PROBLEM STATEMENT>
Transcribe each record exactly, but omit pictures.
---- RECORD EXCERPTS
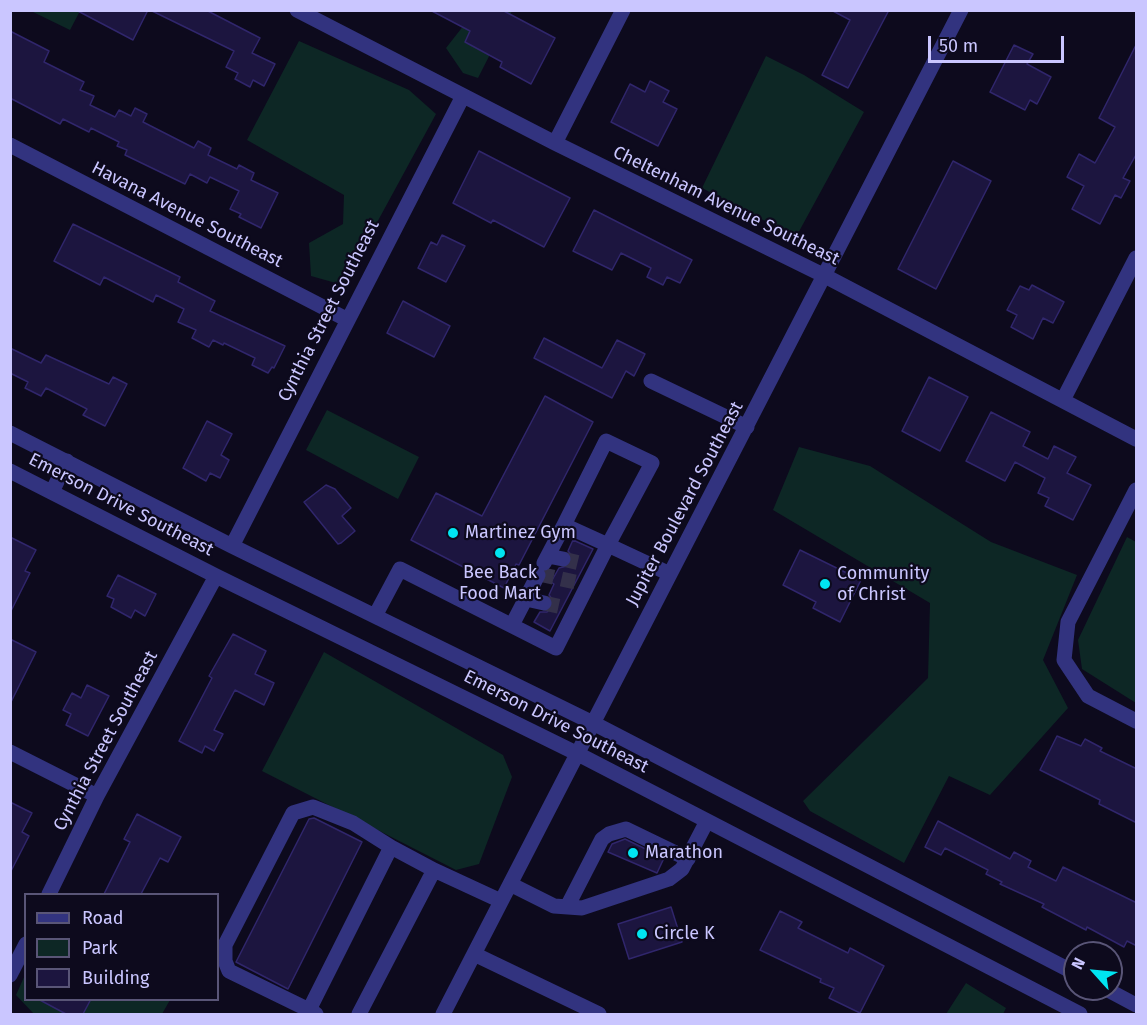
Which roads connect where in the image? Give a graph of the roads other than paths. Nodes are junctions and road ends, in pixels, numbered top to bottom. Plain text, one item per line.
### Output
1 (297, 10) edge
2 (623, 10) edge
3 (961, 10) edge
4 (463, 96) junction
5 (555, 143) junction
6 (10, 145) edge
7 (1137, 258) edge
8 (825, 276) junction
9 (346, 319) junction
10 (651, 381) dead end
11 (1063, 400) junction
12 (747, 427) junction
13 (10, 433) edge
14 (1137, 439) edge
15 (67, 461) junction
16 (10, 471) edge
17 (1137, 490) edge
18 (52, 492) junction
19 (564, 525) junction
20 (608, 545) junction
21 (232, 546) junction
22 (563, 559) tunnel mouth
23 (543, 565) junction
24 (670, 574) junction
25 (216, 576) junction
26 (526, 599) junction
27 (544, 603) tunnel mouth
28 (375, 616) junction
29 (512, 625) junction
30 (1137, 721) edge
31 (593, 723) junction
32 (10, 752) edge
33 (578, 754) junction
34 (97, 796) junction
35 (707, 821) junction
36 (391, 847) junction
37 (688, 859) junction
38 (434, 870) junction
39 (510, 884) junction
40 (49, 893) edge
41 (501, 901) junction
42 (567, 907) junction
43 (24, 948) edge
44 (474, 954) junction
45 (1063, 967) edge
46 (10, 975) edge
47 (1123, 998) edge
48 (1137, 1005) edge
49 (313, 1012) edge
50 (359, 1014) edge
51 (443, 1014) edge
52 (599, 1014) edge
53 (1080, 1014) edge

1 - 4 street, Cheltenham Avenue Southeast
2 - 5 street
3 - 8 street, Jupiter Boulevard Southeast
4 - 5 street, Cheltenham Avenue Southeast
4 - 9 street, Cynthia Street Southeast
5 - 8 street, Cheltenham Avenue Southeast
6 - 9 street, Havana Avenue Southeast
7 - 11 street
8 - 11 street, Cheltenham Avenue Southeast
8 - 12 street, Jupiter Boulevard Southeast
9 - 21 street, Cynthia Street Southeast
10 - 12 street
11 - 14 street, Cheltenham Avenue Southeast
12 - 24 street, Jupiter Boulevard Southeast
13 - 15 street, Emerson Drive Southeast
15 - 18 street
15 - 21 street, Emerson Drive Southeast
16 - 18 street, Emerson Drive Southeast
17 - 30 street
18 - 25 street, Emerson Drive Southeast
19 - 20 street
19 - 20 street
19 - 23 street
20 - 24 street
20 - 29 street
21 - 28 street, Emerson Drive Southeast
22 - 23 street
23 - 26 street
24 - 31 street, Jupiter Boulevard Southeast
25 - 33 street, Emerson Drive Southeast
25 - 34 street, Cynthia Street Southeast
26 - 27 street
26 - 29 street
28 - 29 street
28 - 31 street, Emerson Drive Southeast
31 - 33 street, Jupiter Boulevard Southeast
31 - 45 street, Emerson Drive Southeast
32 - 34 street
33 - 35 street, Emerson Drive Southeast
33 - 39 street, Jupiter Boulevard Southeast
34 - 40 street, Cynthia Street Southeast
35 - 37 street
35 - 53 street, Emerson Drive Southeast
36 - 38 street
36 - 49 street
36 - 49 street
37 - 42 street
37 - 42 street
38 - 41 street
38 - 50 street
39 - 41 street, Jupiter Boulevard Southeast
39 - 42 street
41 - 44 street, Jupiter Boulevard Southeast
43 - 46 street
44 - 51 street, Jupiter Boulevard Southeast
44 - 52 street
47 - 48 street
--------
FINAL ANSWER>
Which roads connect where in the image? Give a graph of the roads other than paths. Nodes are junctions and road ends, in pixels, numbered top to bottom. Plain text, one item per line.
### Output
1 (297, 10) edge
2 (623, 10) edge
3 (961, 10) edge
4 (463, 96) junction
5 (555, 143) junction
6 (10, 145) edge
7 (1137, 258) edge
8 (825, 276) junction
9 (346, 319) junction
10 (651, 381) dead end
11 (1063, 400) junction
12 (747, 427) junction
13 (10, 433) edge
14 (1137, 439) edge
15 (67, 461) junction
16 (10, 471) edge
17 (1137, 490) edge
18 (52, 492) junction
19 (564, 525) junction
20 (608, 545) junction
21 (232, 546) junction
22 (563, 559) tunnel mouth
23 (543, 565) junction
24 (670, 574) junction
25 (216, 576) junction
26 (526, 599) junction
27 (544, 603) tunnel mouth
28 (375, 616) junction
29 (512, 625) junction
30 (1137, 721) edge
31 (593, 723) junction
32 (10, 752) edge
33 (578, 754) junction
34 (97, 796) junction
35 (707, 821) junction
36 (391, 847) junction
37 (688, 859) junction
38 (434, 870) junction
39 (510, 884) junction
40 (49, 893) edge
41 (501, 901) junction
42 (567, 907) junction
43 (24, 948) edge
44 (474, 954) junction
45 (1063, 967) edge
46 (10, 975) edge
47 (1123, 998) edge
48 (1137, 1005) edge
49 (313, 1012) edge
50 (359, 1014) edge
51 (443, 1014) edge
52 (599, 1014) edge
53 (1080, 1014) edge

1 - 4 street, Cheltenham Avenue Southeast
2 - 5 street
3 - 8 street, Jupiter Boulevard Southeast
4 - 5 street, Cheltenham Avenue Southeast
4 - 9 street, Cynthia Street Southeast
5 - 8 street, Cheltenham Avenue Southeast
6 - 9 street, Havana Avenue Southeast
7 - 11 street
8 - 11 street, Cheltenham Avenue Southeast
8 - 12 street, Jupiter Boulevard Southeast
9 - 21 street, Cynthia Street Southeast
10 - 12 street
11 - 14 street, Cheltenham Avenue Southeast
12 - 24 street, Jupiter Boulevard Southeast
13 - 15 street, Emerson Drive Southeast
15 - 18 street
15 - 21 street, Emerson Drive Southeast
16 - 18 street, Emerson Drive Southeast
17 - 30 street
18 - 25 street, Emerson Drive Southeast
19 - 20 street
19 - 20 street
19 - 23 street
20 - 24 street
20 - 29 street
21 - 28 street, Emerson Drive Southeast
22 - 23 street
23 - 26 street
24 - 31 street, Jupiter Boulevard Southeast
25 - 33 street, Emerson Drive Southeast
25 - 34 street, Cynthia Street Southeast
26 - 27 street
26 - 29 street
28 - 29 street
28 - 31 street, Emerson Drive Southeast
31 - 33 street, Jupiter Boulevard Southeast
31 - 45 street, Emerson Drive Southeast
32 - 34 street
33 - 35 street, Emerson Drive Southeast
33 - 39 street, Jupiter Boulevard Southeast
34 - 40 street, Cynthia Street Southeast
35 - 37 street
35 - 53 street, Emerson Drive Southeast
36 - 38 street
36 - 49 street
36 - 49 street
37 - 42 street
37 - 42 street
38 - 41 street
38 - 50 street
39 - 41 street, Jupiter Boulevard Southeast
39 - 42 street
41 - 44 street, Jupiter Boulevard Southeast
43 - 46 street
44 - 51 street, Jupiter Boulevard Southeast
44 - 52 street
47 - 48 street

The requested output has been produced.